#1. Sappho's Knees
There are so many problems with modern poetry, it’s hard to know where to begin, but let’s start with this: Modern poetry has all but totally separated itself from its own heritage. It lives almost exclusively in the present, finding no models or sources of inspiration older than a half-century, and those only occasionally, and often with dutiful reluctance.
It is almost the inverse of the college study of literature before post-modernism, in which students were be-foddered with no material that wasn’t at least a half-century old and therefore had not “stood the test of time.”
Poetry today doesn’t see itself as part of any ongoing tradition: it lives in a bubble of Time Present, oblivious to its own history, and therewith to its own future, to its larger destiny as a point of reference on a long line of literary development.
Creative art-making of course is a function of the present, but modern poets see nothing behind or beyond it.
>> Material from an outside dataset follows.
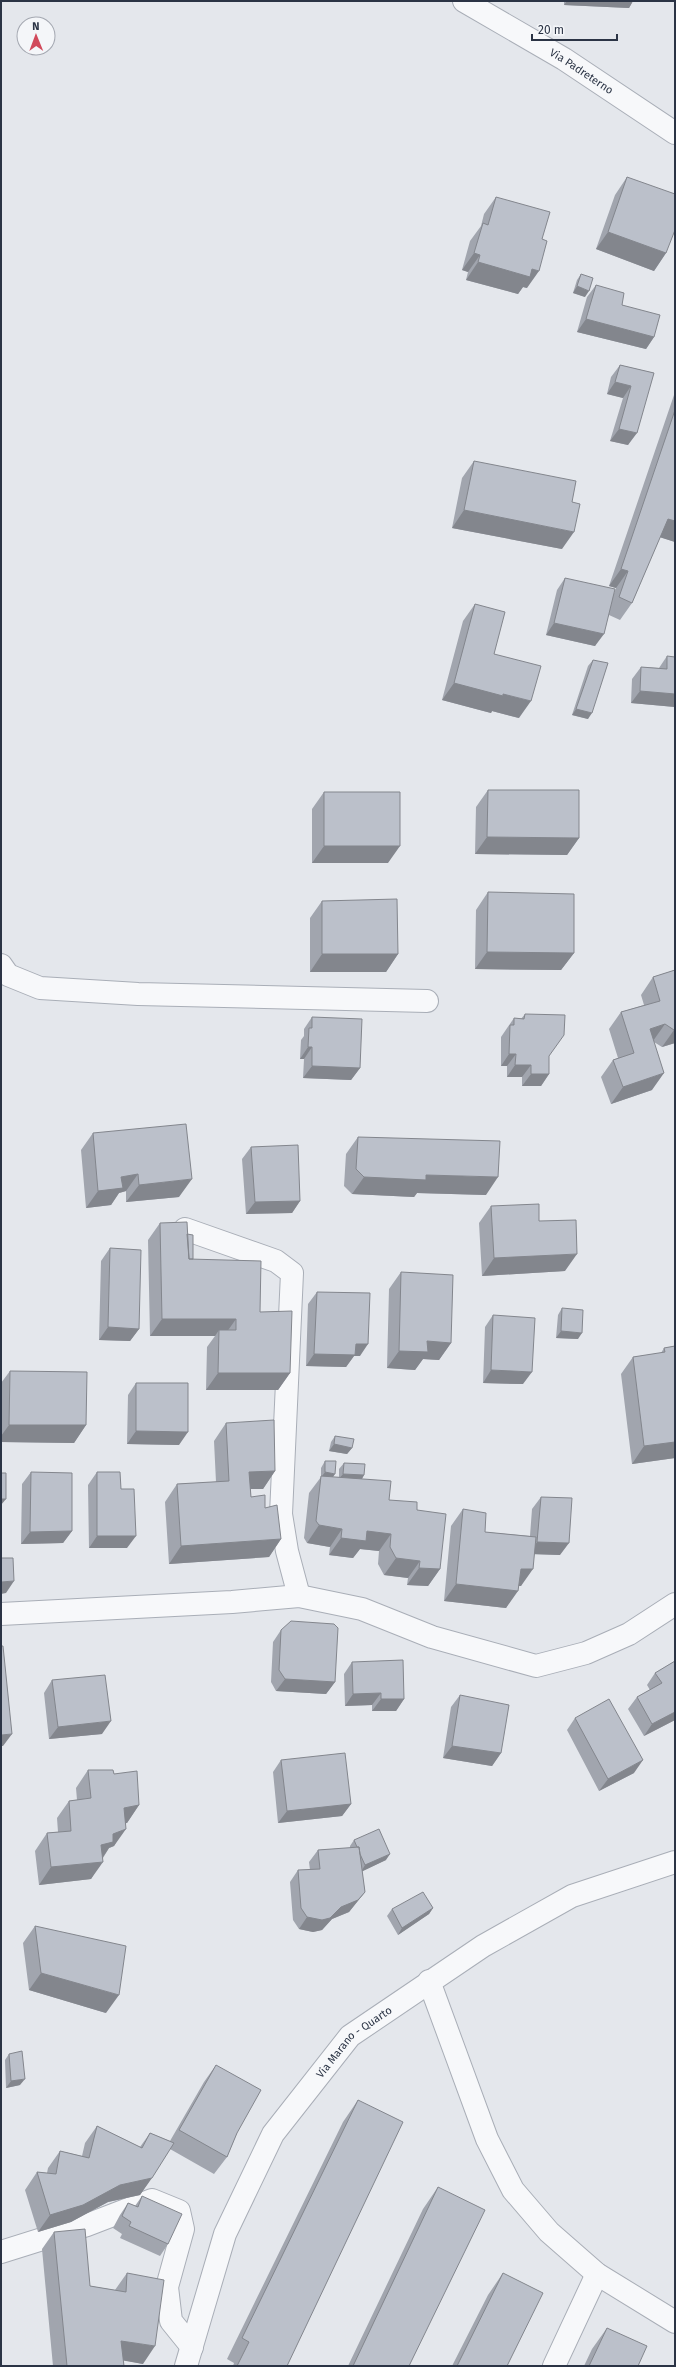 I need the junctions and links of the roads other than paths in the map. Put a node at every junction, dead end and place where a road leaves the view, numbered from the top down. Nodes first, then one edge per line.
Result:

Conversely, there are few painters who don’t accept their work as a continuation of methods or techniques that originated before they went to art school. Symphonic composers similarly can’t help but see themselves as at the business end of a long process of artistic development.
And artists involved with singer-songwriting, an art form generally ignored by poets and critics of poetry, build instinctively on what’s been done before, and would probably be happy if their creations are seen to be rooted in the past. Think of early Dylan, for example.
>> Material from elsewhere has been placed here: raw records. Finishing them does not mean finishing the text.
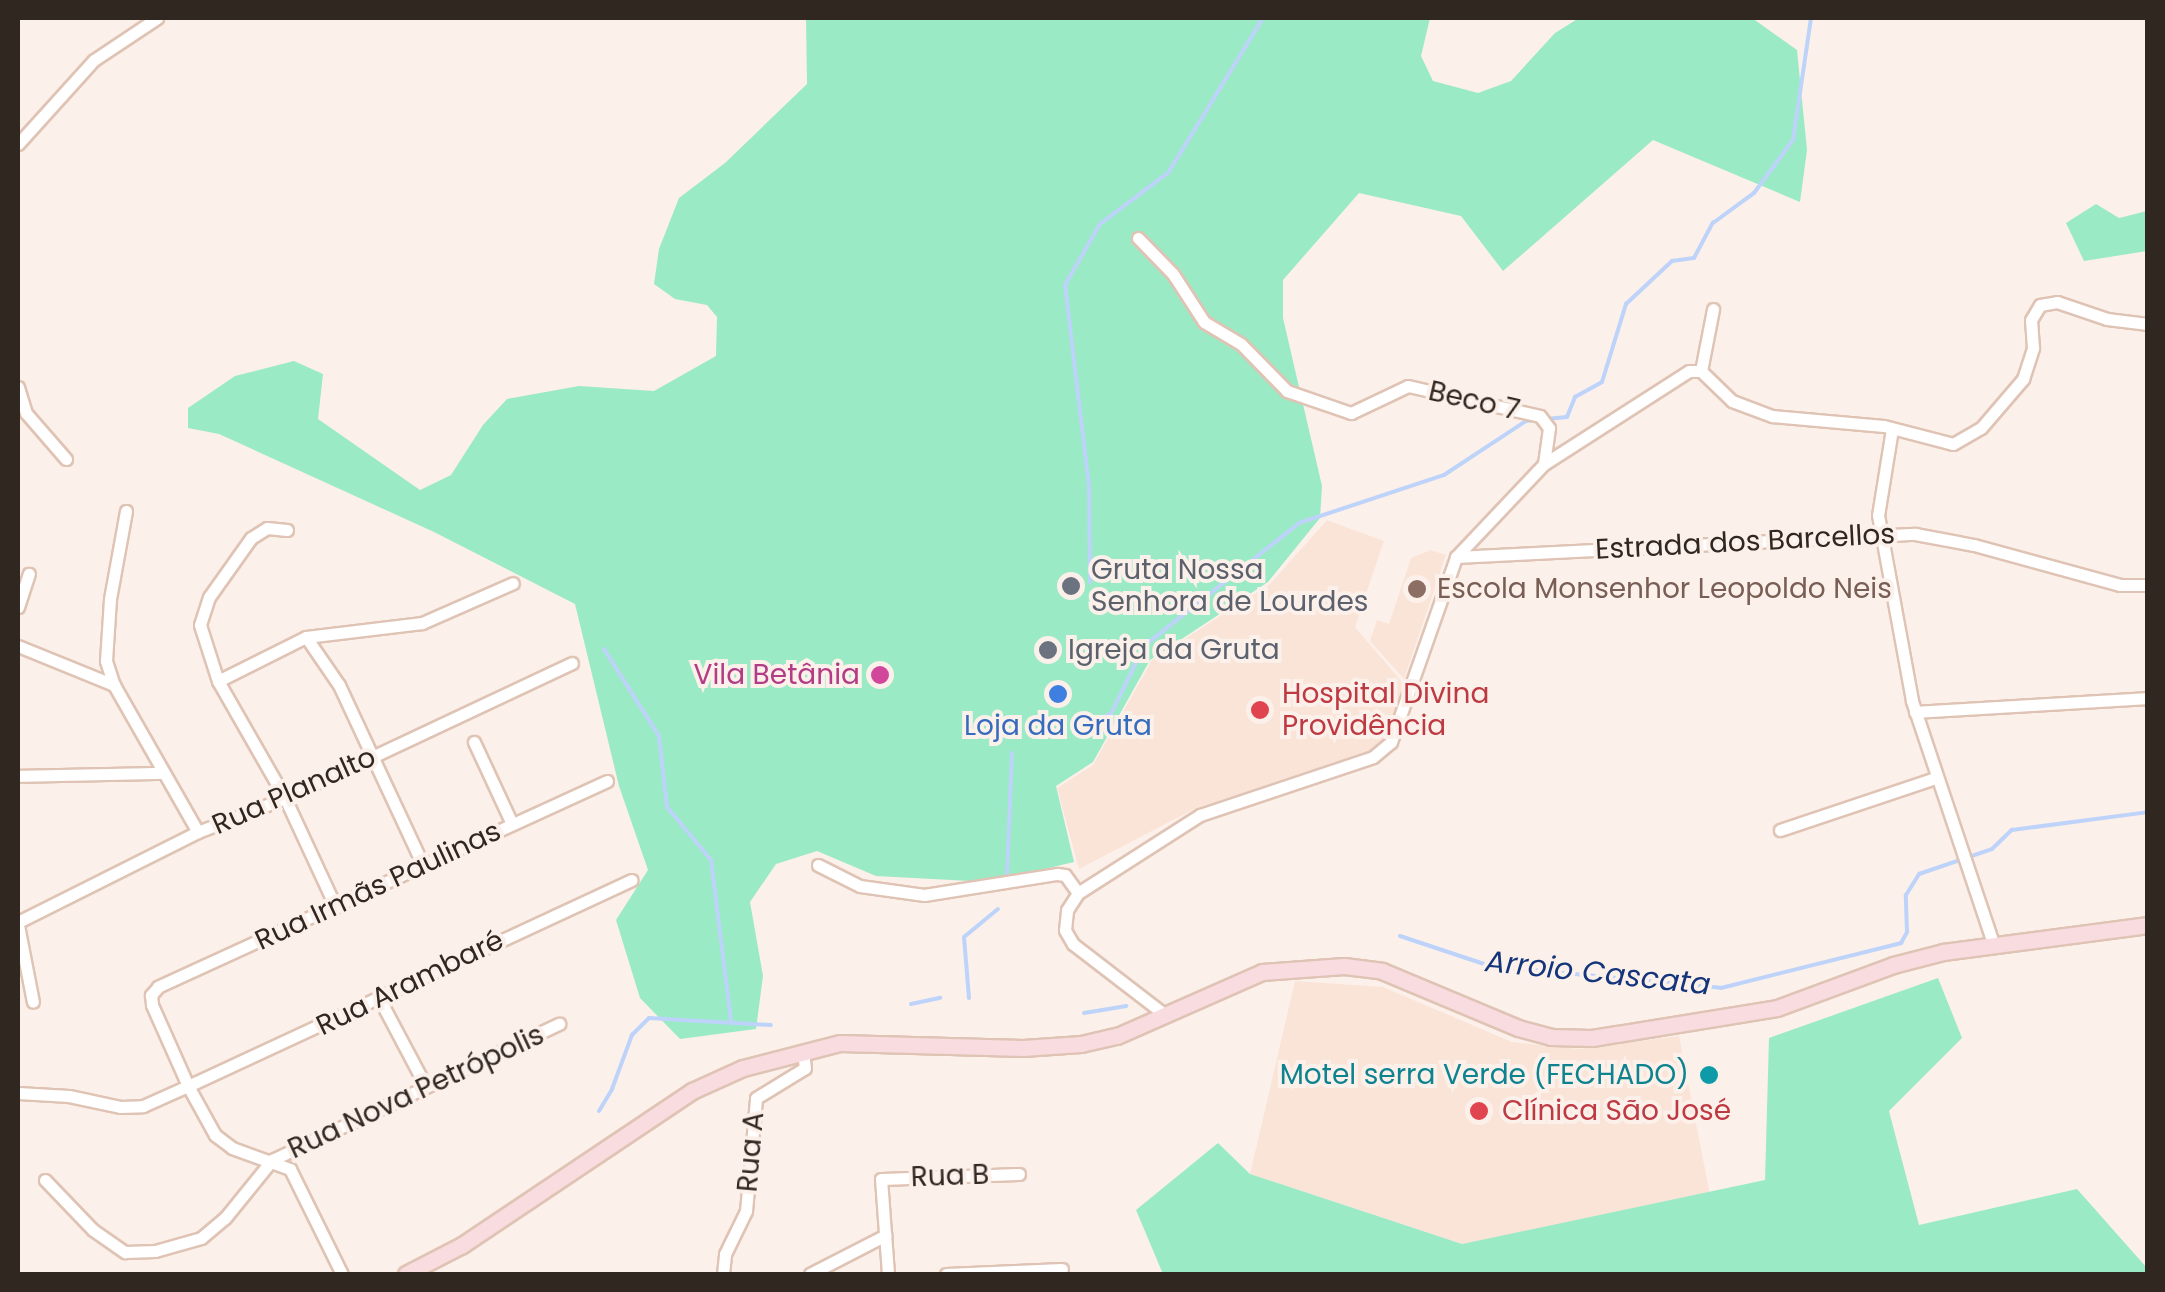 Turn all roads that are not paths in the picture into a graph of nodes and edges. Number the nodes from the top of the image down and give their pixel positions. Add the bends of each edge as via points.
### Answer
1 (156, 18) edge
2 (18, 144) edge
3 (1138, 238) dead end
4 (1712, 308) dead end
5 (2148, 324) edge
6 (1701, 370) junction
7 (18, 387) edge
8 (1892, 428) junction
9 (66, 458) dead end
10 (1544, 464) junction
11 (126, 512) dead end
12 (287, 530) dead end
13 (1883, 533) junction
14 (1456, 557) junction
15 (29, 574) dead end
16 (513, 583) dead end
17 (2148, 584) edge
18 (18, 607) edge
19 (306, 637) junction
20 (18, 646) edge
21 (572, 663) dead end
22 (218, 680) junction
23 (114, 685) junction
24 (2148, 698) edge
25 (1915, 712) junction
26 (474, 742) dead end
27 (374, 756) junction
28 (162, 772) junction
29 (18, 776) edge
30 (1935, 778) junction
31 (607, 781) dead end
32 (286, 798) junction
33 (512, 824) junction
34 (1780, 830) dead end
35 (198, 832) junction
36 (818, 864) dead end
37 (423, 865) junction
38 (632, 880) dead end
39 (1078, 893) junction
40 (336, 908) junction
41 (18, 924) edge
42 (2148, 925) edge
43 (1993, 942) junction
44 (380, 1000) junction
45 (33, 1002) dead end
46 (1164, 1014) junction
47 (559, 1024) dead end
48 (804, 1052) junction
49 (188, 1086) junction
50 (426, 1088) junction
51 (18, 1093) edge
52 (272, 1160) junction
53 (1020, 1174) dead end
54 (45, 1180) dead end
55 (886, 1235) junction
56 (439, 1267) edge
57 (1062, 1269) dead end
58 (342, 1274) edge
59 (406, 1274) edge
60 (723, 1274) edge
61 (810, 1274) edge
62 (888, 1274) edge
63 (946, 1274) edge

1 - 2 street via 94,60
3 - 10 street, Beco 7 via 1173,274 1204,322 1241,344 1288,391 1352,413 1408,386 1540,416 1549,428
4 - 6 street
5 - 8 street via 2057,302 2040,305 2031,320 2026,372 1980,428 1952,444
6 - 8 street via 1732,401 1772,416
6 - 10 street via 1689,371
7 - 9 street via 26,413
8 - 13 street via 1878,515
10 - 14 street
11 - 23 street via 110,599 106,661
12 - 22 street via 268,528 251,538 209,597 200,625
13 - 14 street, Estrada dos Barcellos
13 - 17 street, Estrada dos Barcellos via 1974,545 2120,585
13 - 25 street
14 - 39 street via 1398,727 1382,750 1200,815
15 - 18 street
16 - 19 street via 422,623
19 - 22 street
19 - 27 street via 339,684
20 - 23 street
21 - 27 street, Rua Planalto
22 - 32 street
23 - 28 street
24 - 25 street
25 - 30 street
26 - 33 street
27 - 32 street, Rua Planalto
27 - 37 street
28 - 29 street
28 - 35 street
30 - 34 street
30 - 43 street
31 - 33 street, Rua Irmãs Paulinas
32 - 35 street, Rua Planalto
32 - 40 street
33 - 37 street, Rua Irmãs Paulinas
35 - 41 street, Rua Planalto
36 - 39 street via 860,886 924,895 1057,874
37 - 40 street, Rua Irmãs Paulinas
38 - 44 street, Rua Arambaré
39 - 46 street via 1067,910 1072,944
40 - 49 street, Rua Irmãs Paulinas via 151,995
41 - 45 street
42 - 43 main road
43 - 46 main road via 1894,965 1777,1008 1592,1038 1552,1038 1382,971 1344,966 1262,972
44 - 49 street, Rua Arambaré
44 - 50 street
46 - 48 main road via 1081,1044 859,1042
47 - 50 street, Rua Nova Petrópolis
48 - 56 main road via 692,1091
48 - 60 street, Rua A via 804,1068 756,1098 746,1211
49 - 51 street, Rua Arambaré via 143,1106 120,1108
49 - 52 street via 215,1135 232,1148
50 - 52 street, Rua Nova Petrópolis
52 - 54 street via 201,1238 155,1251 125,1252 107,1243
52 - 58 street via 300,1182
53 - 55 street, Rua B via 881,1179
55 - 61 street
55 - 62 street
56 - 59 main road
57 - 63 street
But with poets, forget it, everything is ex novo or it is nothing.
Not to belabor the point, but check this poem by Sappho. It was discovered rather miraculously in Cologne in 2004 in a papyrus sheet used as cartonnage inside an Egyptian mummy. I’ve translated it rather loosely thus:
The lovely gifts of the fragrant Muses
now are yours, girls, and the resonant lyre as well.
My body, once agile, is old now,
my dark hair has now turned white.
My mind is foggy and my knees, which used
to dance like young fawns, are all messed up.
I bitch about it, but what's to be done?
If you're a human, you can't help but get old.
They say that Dawn, eager for love, carried off
Tithonus in her rosy arms to the end of the world
when he was young and hot-looking—but old-age
caught up with him too, though his wife was immortal.
So it’s 2010, and you’re a white-haired, middle-aged female college English teacher, and now it’s Spring again, and you’re looking wistfully out your office window at the young women dancing around and playing frisbee or quidditch or whatever out in the Quad, and you’re remembering how it used to be when you were young and loved to boogie like a bandit… now be honest, modern poet, could you handle this situation better than Sappho did 2000 years ago?